--- START ---

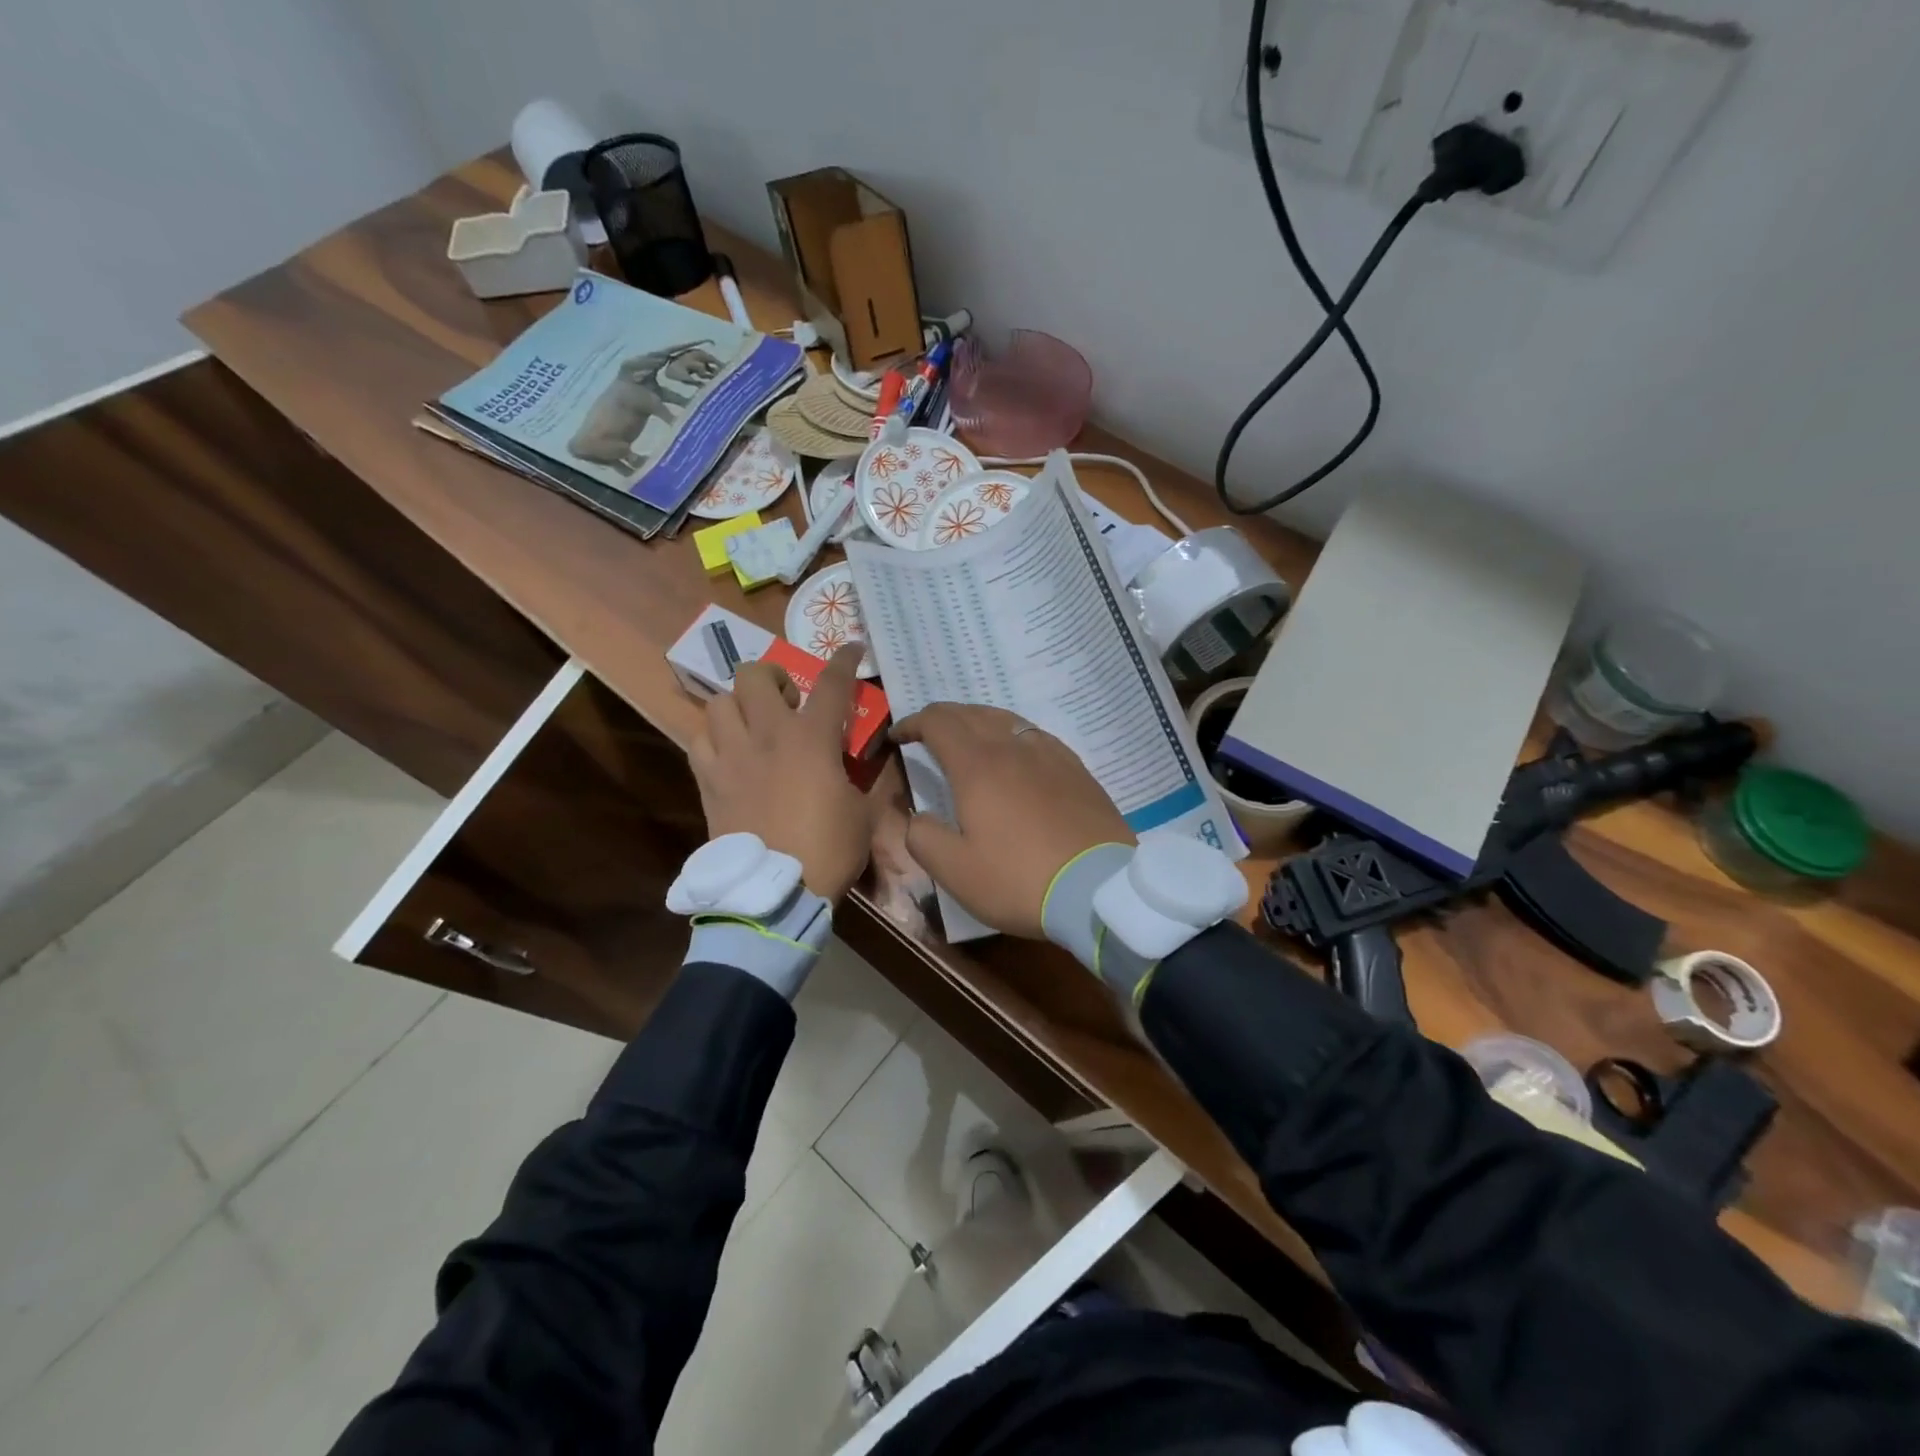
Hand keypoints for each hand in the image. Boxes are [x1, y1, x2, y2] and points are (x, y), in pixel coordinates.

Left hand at [689, 646, 871, 903]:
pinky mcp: (707, 780)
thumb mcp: (864, 813)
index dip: (844, 660)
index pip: (832, 684)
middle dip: (773, 677)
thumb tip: (871, 763)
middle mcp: (767, 735)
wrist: (774, 891)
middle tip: (788, 700)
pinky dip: (713, 738)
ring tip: (753, 725)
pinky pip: (698, 740)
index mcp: (812, 739)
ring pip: (719, 702)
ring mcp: (731, 756)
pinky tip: (729, 753)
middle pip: (755, 675)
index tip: (851, 647)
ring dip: (739, 706)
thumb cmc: (828, 849)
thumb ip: (867, 779)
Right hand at [892, 704, 1132, 938]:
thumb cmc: (1018, 879)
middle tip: (926, 735)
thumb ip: (923, 837)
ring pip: (1005, 719)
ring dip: (977, 721)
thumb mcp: (955, 871)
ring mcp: (1050, 754)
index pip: (938, 722)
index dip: (912, 723)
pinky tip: (1015, 755)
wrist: (1099, 889)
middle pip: (971, 713)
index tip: (897, 737)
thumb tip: (917, 817)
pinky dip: (1011, 734)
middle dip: (942, 718)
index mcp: (977, 765)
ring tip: (967, 739)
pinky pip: (1034, 735)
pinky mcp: (1076, 769)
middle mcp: (1012, 747)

--- END ---

Print the listing verbatim; no pictures.

◆ ANSWER SPACE
Hand keypoints for each hand in the image. Boxes are [x1, y1, x2, y2] and points are (x, y), in pixel coordinates.

Left hand at [689, 646, 871, 903]:
pinky mcp: (707, 780)
thumb mcp: (864, 813)
index dip: (844, 660)
index pip: (832, 684)
middle dip: (773, 677)
thumb tip: (871, 763)
middle mcp: (767, 735)
wrist: (774, 891)
middle tip: (788, 700)
pinky dip: (713, 738)
ring tip: (753, 725)
pinky pip: (698, 740)
index mcp: (812, 739)
ring pip: (719, 702)
ring mcp: (731, 756)
pinky tip: (729, 753)
middle pip: (755, 675)
index tip: (851, 647)
ring dip: (739, 706)
thumb cmc: (828, 849)
thumb ip: (867, 779)
Right hand at [892, 704, 1132, 938]:
thumb cmc: (1018, 879)
middle tip: (926, 735)
thumb ip: (923, 837)
ring pip: (1005, 719)
ring dip: (977, 721)
thumb mcp: (955, 871)
ring mcp: (1050, 754)
index pip: (938, 722)
index dip: (912, 723)
pinky tip: (1015, 755)
wrist: (1099, 889)
middle pip: (971, 713)
index tip: (897, 737)
thumb tip: (917, 817)
pinky dip: (1011, 734)
middle dip: (942, 718)
index mcp: (977, 765)
ring tip: (967, 739)
pinky pip: (1034, 735)
pinky mcp: (1076, 769)
middle mcp: (1012, 747)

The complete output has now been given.